A CDK construct library that creates and manages Docker images for Aurora PostgreSQL native backups using pg_dump. The resulting images are designed for use with Amazon ECS Fargate for scalable, serverless backup operations.

Features

  • Multi-Database Support: Back up multiple databases from the same Aurora cluster in a single service
  • Pre-built Docker Image: Amazon Linux 2023 base with PostgreSQL 17 client tools and AWS CLI v2
  • ECR Repository Management: Automatically creates and manages ECR repositories with security best practices
  • Complete Backup Service: Ready-to-use ECS Fargate service for scheduled Aurora backups
  • EFS and S3 Support: Built-in support for backing up to EFS with S3 sync
  • Comprehensive Backup: Uses pg_dump directory format for efficient storage and simplified restore
  • Production Ready: Includes proper error handling, logging, and cleanup mechanisms
  • Secure Authentication: Uses AWS Secrets Manager for database password management

API Doc

See API

Interface Structure

The library provides two main constructs, each with its own configuration interface:

  • AuroraBackupRepository (AuroraBackupRepositoryProps): Manages the ECR repository and Docker image for backups.

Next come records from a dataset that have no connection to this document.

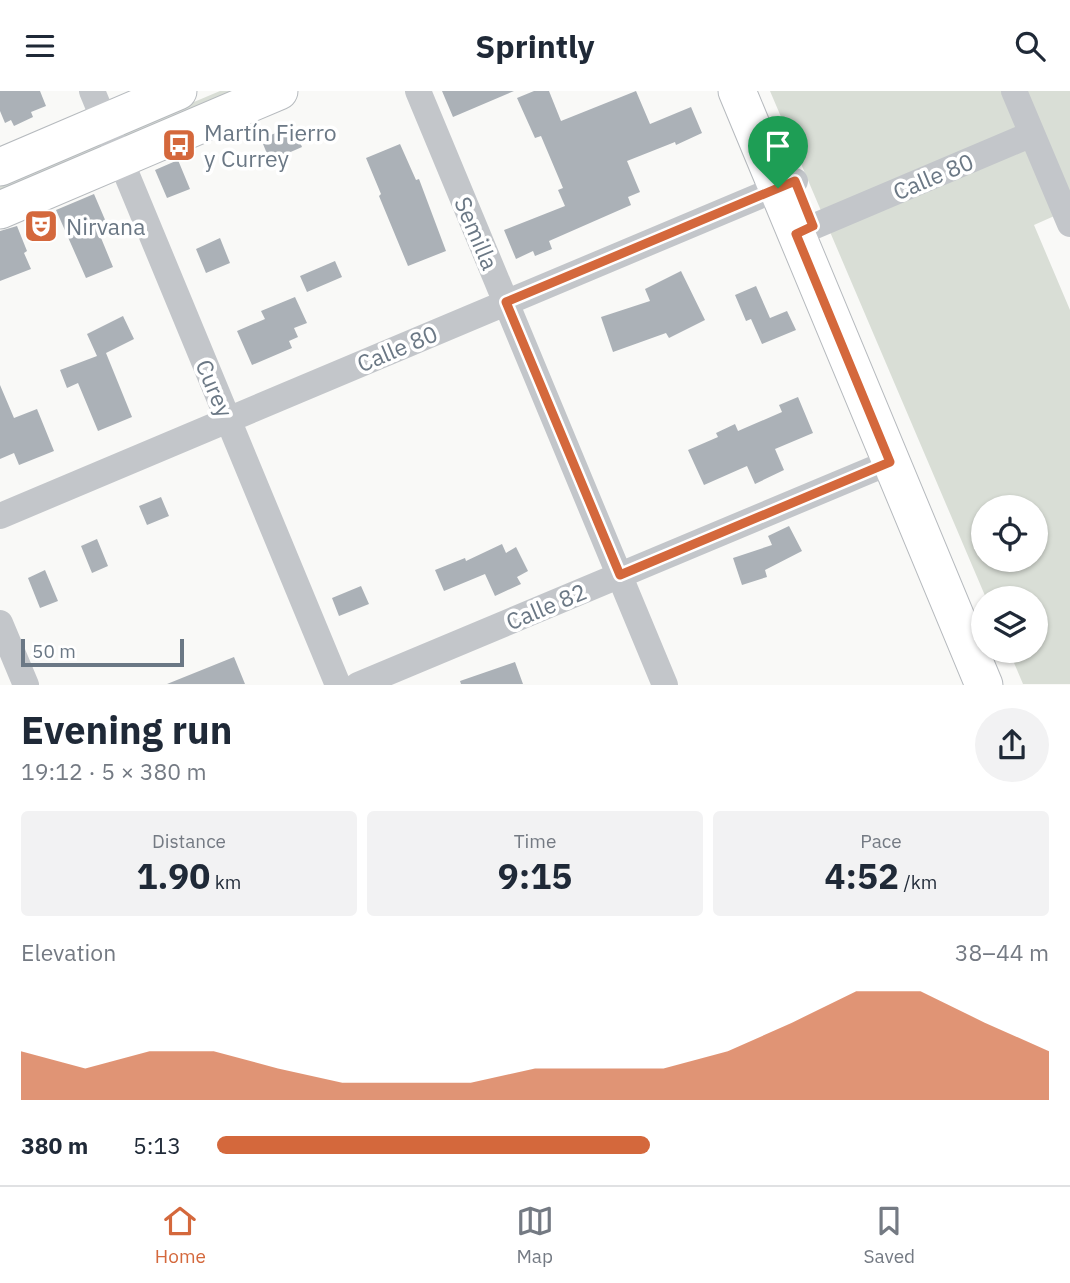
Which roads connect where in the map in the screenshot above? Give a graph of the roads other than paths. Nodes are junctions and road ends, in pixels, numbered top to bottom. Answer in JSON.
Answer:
{"nodes":[{"id":1,"x":178,"y":91,"type":"edge"},
{"id":2,"x":279,"y":91,"type":"edge"},
{"id":3,"x":418,"y":91,"type":"edge"},
{"id":4,"x":737,"y":91,"type":"edge"},
{"id":5,"x":759,"y":91,"type":"edge"},
{"id":6,"x":1014,"y":91,"type":"edge"},
{"id":7,"x":98,"y":107,"type":"edge"},
{"id":8,"x":1032,"y":134,"type":"junction"},
{"id":9,"x":120,"y":159,"type":"junction"},
{"id":10,"x":0,"y":167,"type":"edge"},
{"id":11,"x":786,"y":185,"type":"junction"},
{"id":12,"x":0,"y":210,"type":"edge"},
{"id":13,"x":1070,"y":224,"type":"edge"},
{"id":14,"x":805,"y":230,"type":"junction"},
{"id":15,"x":506,"y":302,"type":"junction"},
{"id":16,"x":229,"y":419,"type":"junction"},
{"id":17,"x":890,"y":462,"type":"junction"},
{"id":18,"x":0,"y":516,"type":"edge"},
{"id":19,"x":620,"y":575,"type":"junction"},
{"id":20,"x":971,"y":615,"type":"edge"},
{"id":21,"x":0,"y":623,"type":"edge"},
{"id":22,"x":991,"y":663,"type":"edge"},
{"id":23,"x":26,"y":684,"type":"edge"},
{"id":24,"x":338,"y":684,"type":"edge"},
{"id":25,"x":358,"y":684,"type":"edge"},
{"id":26,"x":665,"y":684,"type":"edge"},
{"id":27,"x":984,"y":684,"type":"edge"},
{"id":28,"x":999,"y":684,"type":"edge"}],
"edges":[{"from":1,"to":7,"type":"main road"},
{"from":2,"to":9,"type":"main road"},
{"from":3,"to":15,"type":"street","name":"Semilla"},
{"from":4,"to":11,"type":"main road"},
{"from":5,"to":11,"type":"main road"},
{"from":6,"to":8,"type":"street"},
{"from":7,"to":9,"type":"street","name":"Curey"},
{"from":7,"to":10,"type":"main road"},
{"from":8,"to":13,"type":"street"},
{"from":8,"to":14,"type":"street","name":"Calle 80"},
{"from":9,"to":12,"type":"main road"},
{"from":9,"to":16,"type":"street","name":"Curey"},
{"from":11,"to":14,"type":"main road"},
{"from":11,"to":15,"type":"street","name":"Calle 80"},
{"from":14,"to":17,"type":"main road"},
{"from":14,"to":20,"type":"main road"},
{"from":15,"to":16,"type":"street","name":"Calle 80"},
{"from":15,"to":19,"type":"street","name":"Semilla"},
{"from":16,"to":18,"type":"street","name":"Calle 80"},
{"from":16,"to":24,"type":"street","name":"Curey"},
{"from":17,"to":19,"type":"street","name":"Calle 82"},
{"from":17,"to":27,"type":"main road"},
{"from":19,"to":25,"type":"street","name":"Calle 82"},
{"from":19,"to":26,"type":"street","name":"Semilla"},
{"from":21,"to":23,"type":"street"},
{"from":22,"to":28,"type":"main road"}]}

  • AuroraNativeBackupService (AuroraNativeBackupServiceProps): Manages the backup service infrastructure (VPC, Aurora cluster, S3 bucket, compute resources, etc.), and uses:

    • AuroraBackupConnectionProps: For database connection settings (username, database names array, password secret).

This separation allows for cleaner organization of image/repository management, connection credentials, and infrastructure settings.

Multi-Database Support

The library supports backing up multiple databases from the same Aurora PostgreSQL cluster in a single backup service. Simply provide an array of database names in the databaseNames property (defaults to ['postgres'] if not specified). Each database will be backed up separately and stored in its own S3 folder structure.

Database User Setup

Create a dedicated database user with read-only backup permissions on ALL databases to be backed up.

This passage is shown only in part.